_Exercise_: Give the number of lines below with "hand" in them, leaving out anything else.

[Structured pose outputs]
-=-=-=-=-

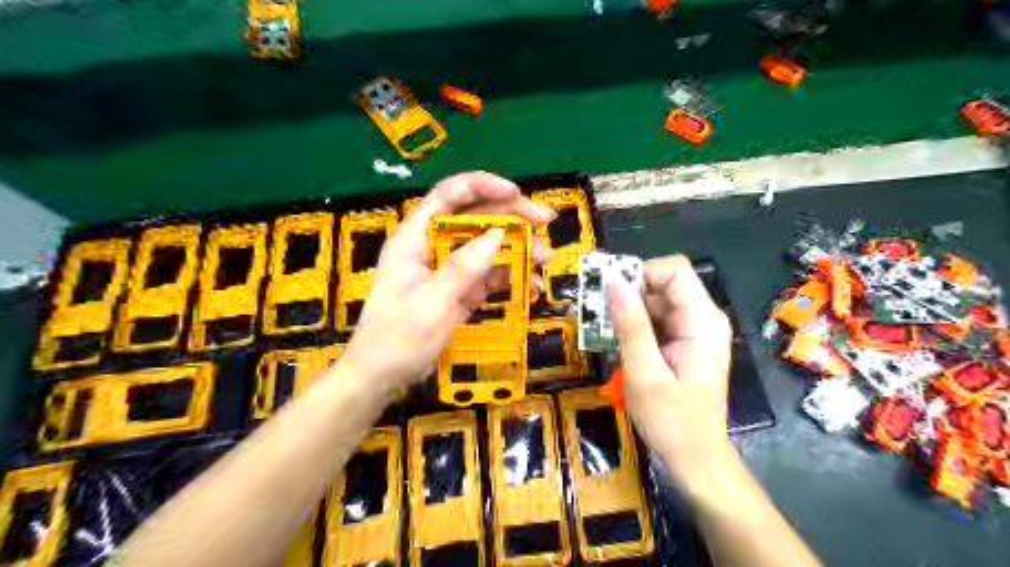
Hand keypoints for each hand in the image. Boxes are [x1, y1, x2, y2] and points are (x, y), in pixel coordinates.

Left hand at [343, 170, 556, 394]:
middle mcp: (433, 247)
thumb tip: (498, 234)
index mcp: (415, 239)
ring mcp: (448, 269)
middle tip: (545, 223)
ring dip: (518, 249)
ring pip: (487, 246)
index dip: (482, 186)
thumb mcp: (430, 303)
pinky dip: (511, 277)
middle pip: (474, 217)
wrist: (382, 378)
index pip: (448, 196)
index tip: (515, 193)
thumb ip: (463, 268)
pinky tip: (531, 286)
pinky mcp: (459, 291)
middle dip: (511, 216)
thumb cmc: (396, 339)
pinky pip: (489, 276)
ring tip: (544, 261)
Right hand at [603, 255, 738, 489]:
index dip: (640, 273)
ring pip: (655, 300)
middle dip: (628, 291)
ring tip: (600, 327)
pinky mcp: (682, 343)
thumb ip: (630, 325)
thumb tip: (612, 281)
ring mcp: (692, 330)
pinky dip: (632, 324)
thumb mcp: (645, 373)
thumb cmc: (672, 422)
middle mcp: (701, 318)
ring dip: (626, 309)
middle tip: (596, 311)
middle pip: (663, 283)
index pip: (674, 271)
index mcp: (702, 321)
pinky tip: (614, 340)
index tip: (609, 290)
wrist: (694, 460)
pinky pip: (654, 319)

-=-=-=-=-

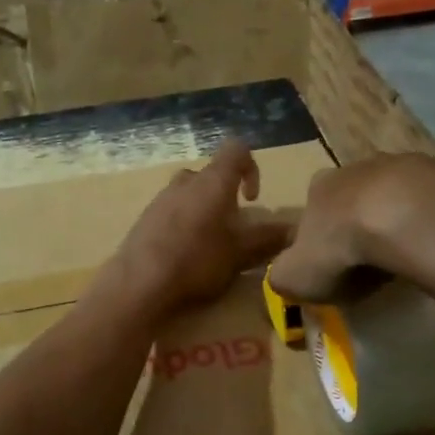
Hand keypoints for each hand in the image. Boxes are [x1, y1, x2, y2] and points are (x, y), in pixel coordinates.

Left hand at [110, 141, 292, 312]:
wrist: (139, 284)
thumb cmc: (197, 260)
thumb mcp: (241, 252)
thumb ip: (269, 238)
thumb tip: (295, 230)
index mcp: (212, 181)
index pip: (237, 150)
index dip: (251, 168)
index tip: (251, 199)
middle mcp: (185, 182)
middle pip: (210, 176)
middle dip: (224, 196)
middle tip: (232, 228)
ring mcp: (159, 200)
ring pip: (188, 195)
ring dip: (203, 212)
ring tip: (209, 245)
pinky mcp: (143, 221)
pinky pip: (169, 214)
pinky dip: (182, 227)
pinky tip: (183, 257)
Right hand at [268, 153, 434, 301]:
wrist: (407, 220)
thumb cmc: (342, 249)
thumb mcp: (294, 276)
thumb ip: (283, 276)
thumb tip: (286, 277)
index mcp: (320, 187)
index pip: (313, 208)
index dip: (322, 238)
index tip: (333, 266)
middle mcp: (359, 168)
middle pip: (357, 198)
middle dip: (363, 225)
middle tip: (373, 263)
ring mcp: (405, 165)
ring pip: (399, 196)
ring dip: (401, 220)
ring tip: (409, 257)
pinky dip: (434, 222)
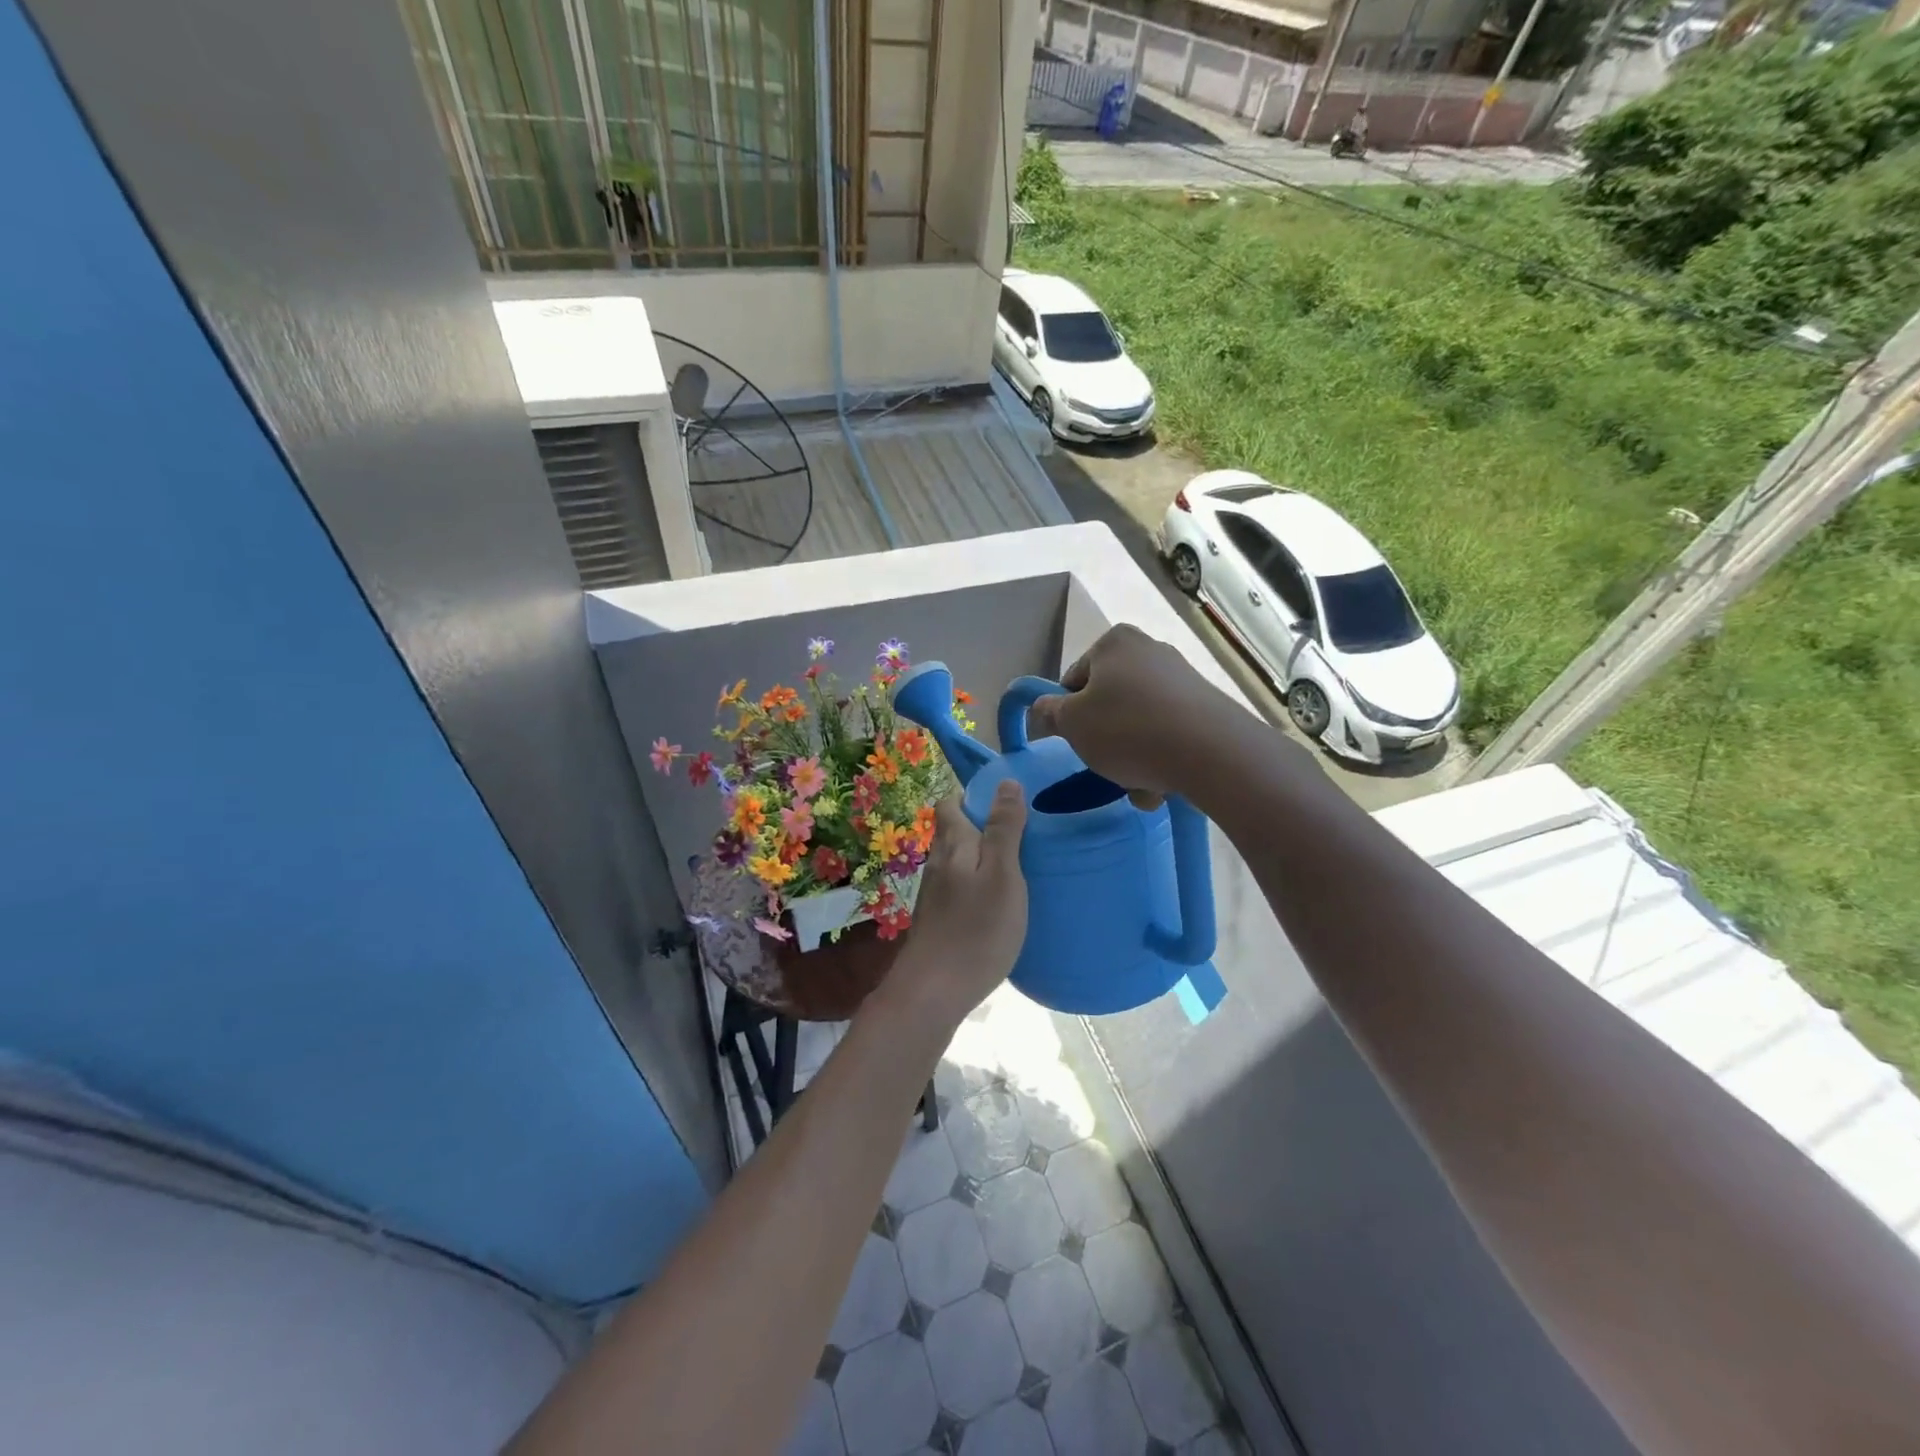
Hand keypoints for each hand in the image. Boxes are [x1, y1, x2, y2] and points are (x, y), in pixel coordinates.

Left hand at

-=-=-=-=-

_Answer to the problem_: 8